[Editor’s note: This story is not an endorsement by VentureBeat of any candidate. The views expressed here are those of the author. ]

Secretary Clinton’s rebuke of Uber, AirB&B, and the sharing economy in her recent economic address is the 2016 campaign’s first George H.W. Bush 1992 grocery scanner moment – where a visibly disconnected politician uncomfortably assesses a not-so-modern technology with bemusement. What’s more troubling to progressives is that while Bush, Sr. seemed disconnected with the future, Secretary Clinton seems to declare war on it. Can anyone imagine President Bill Clinton railing against Amazon.com or eBay in the 1990s? How can a leader fight the future?

It’s a troubling moment for the Democratic Party when our potential standard bearer dismisses the future of work, American innovation, and the lifestyle of the WE generation – all in one speech. Democrats have always been the party of the future, but Secretary Clinton’s economic speech on Monday was much more interested in where we’ve been than where we’re going.

Whether it’s Gen Xers, millennials, or my mom in Memphis, “metroDemocrats” will, and rightfully should, challenge any candidate who wants to take our party – and our nation – backwards.

Luckily, we have leaders who get it. Leaders who understand that moving forward doesn’t have to mean a wholesale rejection of the past; who understand that a traditional, W2-based economy can survive, and even thrive, in an era of innovation and risk-taking.

Leaders like Governor Martin O’Malley, who are willing to stand up and say that “an economy is not money – an economy is people,” and who made sure that innovation was allowed to thrive in Maryland while ensuring that workers were protected and supported. A leader who could pair an increase in the minimum wage with fair regulations to ensure that companies grow while workers enjoyed the highest per capita income in the country. The U.S. Chamber of Commerce, rarely a voice for progressives, rated Maryland the number one state for innovation and entrepreneurship three years in row.

We know the sharing economy is a foundation for a new kind of progress – progress that gives workers the freedom to choose their own hours, locations, and clients. Progress that allows new Americans, young people, and entrepreneurs decide the terms of their employment.

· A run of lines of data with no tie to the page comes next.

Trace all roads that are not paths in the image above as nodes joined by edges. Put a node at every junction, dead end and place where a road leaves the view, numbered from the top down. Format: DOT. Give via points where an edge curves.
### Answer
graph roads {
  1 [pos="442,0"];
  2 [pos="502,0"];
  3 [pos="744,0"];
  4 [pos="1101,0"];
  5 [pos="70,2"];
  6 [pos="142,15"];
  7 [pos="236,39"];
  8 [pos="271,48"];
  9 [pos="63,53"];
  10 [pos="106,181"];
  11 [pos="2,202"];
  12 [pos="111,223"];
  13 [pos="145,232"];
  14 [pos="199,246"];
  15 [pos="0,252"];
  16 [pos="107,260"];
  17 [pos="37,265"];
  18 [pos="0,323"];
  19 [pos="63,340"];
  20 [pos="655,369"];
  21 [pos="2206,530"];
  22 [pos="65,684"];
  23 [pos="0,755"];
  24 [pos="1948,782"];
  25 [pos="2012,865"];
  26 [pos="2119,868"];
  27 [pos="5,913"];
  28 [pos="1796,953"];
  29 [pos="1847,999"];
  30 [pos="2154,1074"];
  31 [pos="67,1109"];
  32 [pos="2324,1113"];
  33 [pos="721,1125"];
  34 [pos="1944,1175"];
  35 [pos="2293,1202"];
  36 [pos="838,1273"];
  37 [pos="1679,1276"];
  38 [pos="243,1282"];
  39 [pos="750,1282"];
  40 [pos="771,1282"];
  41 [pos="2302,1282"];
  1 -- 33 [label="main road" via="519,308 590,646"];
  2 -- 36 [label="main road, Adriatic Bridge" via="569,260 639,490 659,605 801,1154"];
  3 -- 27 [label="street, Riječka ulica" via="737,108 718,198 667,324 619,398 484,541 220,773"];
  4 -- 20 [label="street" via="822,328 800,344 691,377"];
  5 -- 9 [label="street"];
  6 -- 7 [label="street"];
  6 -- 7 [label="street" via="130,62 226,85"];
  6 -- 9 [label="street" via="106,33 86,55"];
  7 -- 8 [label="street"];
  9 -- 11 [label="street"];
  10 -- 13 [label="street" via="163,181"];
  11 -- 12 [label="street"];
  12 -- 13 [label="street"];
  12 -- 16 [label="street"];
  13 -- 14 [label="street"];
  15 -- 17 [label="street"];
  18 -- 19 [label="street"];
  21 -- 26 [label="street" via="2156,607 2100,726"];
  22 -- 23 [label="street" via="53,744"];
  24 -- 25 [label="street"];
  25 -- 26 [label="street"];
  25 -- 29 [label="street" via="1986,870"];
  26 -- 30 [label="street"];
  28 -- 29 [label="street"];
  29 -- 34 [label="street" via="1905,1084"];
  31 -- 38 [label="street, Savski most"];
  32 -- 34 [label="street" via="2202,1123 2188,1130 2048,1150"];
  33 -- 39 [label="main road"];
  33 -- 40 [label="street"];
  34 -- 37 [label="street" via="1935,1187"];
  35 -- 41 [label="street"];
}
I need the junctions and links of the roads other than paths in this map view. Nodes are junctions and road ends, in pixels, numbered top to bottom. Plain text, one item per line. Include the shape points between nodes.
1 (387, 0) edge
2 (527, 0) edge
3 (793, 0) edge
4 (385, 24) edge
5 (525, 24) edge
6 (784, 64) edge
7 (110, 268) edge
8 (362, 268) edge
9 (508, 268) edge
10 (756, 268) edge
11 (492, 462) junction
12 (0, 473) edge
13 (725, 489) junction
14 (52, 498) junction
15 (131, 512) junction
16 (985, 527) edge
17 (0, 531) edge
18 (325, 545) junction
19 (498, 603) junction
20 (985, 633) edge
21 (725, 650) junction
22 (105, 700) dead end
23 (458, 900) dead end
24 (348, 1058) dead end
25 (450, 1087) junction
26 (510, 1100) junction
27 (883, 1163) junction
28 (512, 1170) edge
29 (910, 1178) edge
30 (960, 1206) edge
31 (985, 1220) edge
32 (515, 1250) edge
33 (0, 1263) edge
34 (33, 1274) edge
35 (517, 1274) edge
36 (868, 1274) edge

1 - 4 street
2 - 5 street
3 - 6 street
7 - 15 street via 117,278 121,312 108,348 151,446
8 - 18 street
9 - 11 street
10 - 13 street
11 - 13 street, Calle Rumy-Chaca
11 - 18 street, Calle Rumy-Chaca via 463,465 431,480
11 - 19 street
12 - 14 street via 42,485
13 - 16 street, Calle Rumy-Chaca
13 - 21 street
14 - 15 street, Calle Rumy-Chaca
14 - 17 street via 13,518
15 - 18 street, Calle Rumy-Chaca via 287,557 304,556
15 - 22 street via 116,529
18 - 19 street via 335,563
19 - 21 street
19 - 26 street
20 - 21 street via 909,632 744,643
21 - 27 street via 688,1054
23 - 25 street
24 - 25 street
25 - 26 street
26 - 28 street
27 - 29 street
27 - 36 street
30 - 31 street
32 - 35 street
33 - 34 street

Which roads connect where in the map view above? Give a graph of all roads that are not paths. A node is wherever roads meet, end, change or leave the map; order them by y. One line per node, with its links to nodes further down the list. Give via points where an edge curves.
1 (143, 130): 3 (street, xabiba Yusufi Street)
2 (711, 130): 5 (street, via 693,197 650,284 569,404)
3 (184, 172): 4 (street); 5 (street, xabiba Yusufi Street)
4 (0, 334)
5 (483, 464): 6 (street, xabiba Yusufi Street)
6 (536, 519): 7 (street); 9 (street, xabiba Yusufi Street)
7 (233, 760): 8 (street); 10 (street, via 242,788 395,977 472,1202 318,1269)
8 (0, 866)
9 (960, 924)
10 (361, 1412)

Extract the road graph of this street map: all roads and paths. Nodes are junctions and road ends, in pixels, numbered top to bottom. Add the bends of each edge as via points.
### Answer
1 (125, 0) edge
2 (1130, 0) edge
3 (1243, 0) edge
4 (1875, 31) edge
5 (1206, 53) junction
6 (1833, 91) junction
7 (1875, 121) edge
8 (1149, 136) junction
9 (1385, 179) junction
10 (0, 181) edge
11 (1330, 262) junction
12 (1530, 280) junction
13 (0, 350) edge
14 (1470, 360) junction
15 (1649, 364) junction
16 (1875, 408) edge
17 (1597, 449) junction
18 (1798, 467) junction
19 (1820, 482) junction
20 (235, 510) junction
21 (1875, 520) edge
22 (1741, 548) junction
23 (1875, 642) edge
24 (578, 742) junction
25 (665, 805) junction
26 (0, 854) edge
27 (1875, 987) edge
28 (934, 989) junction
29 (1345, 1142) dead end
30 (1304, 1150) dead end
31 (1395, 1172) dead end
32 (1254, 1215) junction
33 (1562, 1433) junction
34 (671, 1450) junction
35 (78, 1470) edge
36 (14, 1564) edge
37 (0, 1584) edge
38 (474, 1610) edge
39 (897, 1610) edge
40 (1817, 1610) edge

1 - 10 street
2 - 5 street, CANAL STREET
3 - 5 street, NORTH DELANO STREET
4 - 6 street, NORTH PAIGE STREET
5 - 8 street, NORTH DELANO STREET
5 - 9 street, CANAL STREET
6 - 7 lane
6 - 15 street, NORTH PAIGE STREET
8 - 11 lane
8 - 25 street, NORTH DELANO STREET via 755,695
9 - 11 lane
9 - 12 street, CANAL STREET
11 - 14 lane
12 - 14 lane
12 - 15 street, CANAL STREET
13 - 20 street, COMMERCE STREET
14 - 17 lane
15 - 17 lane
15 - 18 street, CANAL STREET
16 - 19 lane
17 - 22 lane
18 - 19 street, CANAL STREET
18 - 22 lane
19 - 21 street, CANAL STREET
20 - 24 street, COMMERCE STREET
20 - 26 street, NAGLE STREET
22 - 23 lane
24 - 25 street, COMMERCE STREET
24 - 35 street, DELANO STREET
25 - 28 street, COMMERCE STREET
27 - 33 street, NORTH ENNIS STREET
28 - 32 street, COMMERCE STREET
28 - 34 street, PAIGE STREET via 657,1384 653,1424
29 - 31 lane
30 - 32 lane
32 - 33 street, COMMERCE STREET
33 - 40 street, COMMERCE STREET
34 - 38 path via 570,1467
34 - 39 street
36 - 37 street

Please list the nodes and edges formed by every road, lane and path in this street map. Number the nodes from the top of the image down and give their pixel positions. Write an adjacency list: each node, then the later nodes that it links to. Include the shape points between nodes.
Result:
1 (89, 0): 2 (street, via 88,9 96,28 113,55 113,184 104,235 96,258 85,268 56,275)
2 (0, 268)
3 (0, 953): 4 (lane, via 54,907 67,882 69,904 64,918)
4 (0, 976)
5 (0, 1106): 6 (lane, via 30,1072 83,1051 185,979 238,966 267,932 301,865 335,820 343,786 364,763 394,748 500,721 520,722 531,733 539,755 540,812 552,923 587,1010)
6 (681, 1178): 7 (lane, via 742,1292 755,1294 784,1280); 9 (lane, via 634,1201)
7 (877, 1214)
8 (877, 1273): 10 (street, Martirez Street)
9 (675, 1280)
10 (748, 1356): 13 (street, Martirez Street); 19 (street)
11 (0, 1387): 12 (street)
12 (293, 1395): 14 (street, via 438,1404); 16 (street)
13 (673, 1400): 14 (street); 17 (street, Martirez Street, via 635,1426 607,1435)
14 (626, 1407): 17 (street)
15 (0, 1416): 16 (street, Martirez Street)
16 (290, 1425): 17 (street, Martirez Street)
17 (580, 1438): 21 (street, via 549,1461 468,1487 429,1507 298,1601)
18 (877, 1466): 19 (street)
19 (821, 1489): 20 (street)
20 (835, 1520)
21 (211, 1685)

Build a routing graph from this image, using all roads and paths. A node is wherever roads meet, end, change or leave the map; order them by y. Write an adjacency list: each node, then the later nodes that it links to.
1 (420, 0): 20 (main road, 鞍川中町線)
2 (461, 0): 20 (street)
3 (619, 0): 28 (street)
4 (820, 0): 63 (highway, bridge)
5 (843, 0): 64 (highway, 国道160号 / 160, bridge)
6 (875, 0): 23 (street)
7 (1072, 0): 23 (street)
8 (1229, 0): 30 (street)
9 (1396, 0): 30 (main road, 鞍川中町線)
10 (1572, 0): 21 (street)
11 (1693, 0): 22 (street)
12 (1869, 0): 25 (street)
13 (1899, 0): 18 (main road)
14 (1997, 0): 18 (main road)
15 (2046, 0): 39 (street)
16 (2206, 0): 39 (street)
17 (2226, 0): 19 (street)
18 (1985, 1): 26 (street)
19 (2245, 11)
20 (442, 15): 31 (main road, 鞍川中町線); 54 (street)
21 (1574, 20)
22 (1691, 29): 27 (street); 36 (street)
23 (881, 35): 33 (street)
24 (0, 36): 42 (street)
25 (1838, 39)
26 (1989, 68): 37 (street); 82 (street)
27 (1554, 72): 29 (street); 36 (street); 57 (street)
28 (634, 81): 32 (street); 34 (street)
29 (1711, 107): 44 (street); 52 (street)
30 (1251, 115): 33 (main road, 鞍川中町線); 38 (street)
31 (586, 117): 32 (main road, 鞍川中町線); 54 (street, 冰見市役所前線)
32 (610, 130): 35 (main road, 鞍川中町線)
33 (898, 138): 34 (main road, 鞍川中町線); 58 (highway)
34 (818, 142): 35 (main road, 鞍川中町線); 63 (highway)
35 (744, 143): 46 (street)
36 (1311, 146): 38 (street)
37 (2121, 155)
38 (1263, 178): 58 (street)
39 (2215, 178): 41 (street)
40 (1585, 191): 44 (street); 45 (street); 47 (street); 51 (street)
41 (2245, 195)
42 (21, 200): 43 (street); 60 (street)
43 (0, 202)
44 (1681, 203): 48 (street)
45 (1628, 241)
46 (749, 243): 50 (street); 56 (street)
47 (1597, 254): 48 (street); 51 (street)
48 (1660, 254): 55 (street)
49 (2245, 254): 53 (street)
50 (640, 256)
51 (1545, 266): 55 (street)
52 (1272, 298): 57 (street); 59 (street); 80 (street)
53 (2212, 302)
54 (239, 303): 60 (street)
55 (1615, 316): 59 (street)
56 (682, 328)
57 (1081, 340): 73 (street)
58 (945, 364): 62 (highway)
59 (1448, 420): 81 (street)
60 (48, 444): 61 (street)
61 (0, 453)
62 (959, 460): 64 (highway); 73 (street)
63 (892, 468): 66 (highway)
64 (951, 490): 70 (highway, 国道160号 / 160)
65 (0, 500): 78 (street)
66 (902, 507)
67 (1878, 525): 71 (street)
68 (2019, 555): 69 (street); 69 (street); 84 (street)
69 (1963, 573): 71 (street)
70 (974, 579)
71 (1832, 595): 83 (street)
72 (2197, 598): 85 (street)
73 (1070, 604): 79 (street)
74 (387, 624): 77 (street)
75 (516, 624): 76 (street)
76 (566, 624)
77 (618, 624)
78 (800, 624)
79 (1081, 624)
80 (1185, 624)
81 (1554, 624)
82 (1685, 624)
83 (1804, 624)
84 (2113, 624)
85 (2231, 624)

This is the kind of American problem solving that has taken hold across the globe, showing our national brand to the world as more than just militarism and consumerism. The last three Uber trips from my house were women driving women to work and school. More globally, Uber’s United Nations Women partnership plans to employ 1,000,000 women from around the globe in the next 5 years.

An economy isn’t money, it’s people.

Cities like San Francisco, Austin, Boston, Des Moines, Manchester, and Baltimore show where the global future wants to be. That’s what the data tells us: that America is home to growing and attractive cities because of their BIG D Democratic values of density, innovation, connectivity, and interdependence. Millennials don’t retreat to three-car garages. They want to get together and solve problems: local, social, and mobile. Martin O’Malley is a guru of these values – delivering open, data driven platforms that allow everyone to have a fair fight about the future. And to get to where they want to go, as efficiently as possible.

Washington is different. Since 1994, the year the booming Amazon.com was founded, Washington staffers and professionals have been perversely promoted and paid more for not getting things done. These incentives for under achievement are the hallmark of the last three decades of American politics. Martin O’Malley is different. As the innovator of American politics, he fights to create an entrepreneurial common platform that allows us all to get going somewhere together, share data, find shared solutions, and move forward. Together.

Damian O’Doherty is the CEO of Generation Forward, a group of energized, young progressives committed to making America better for everyone and electing Martin O’Malley President in 2016.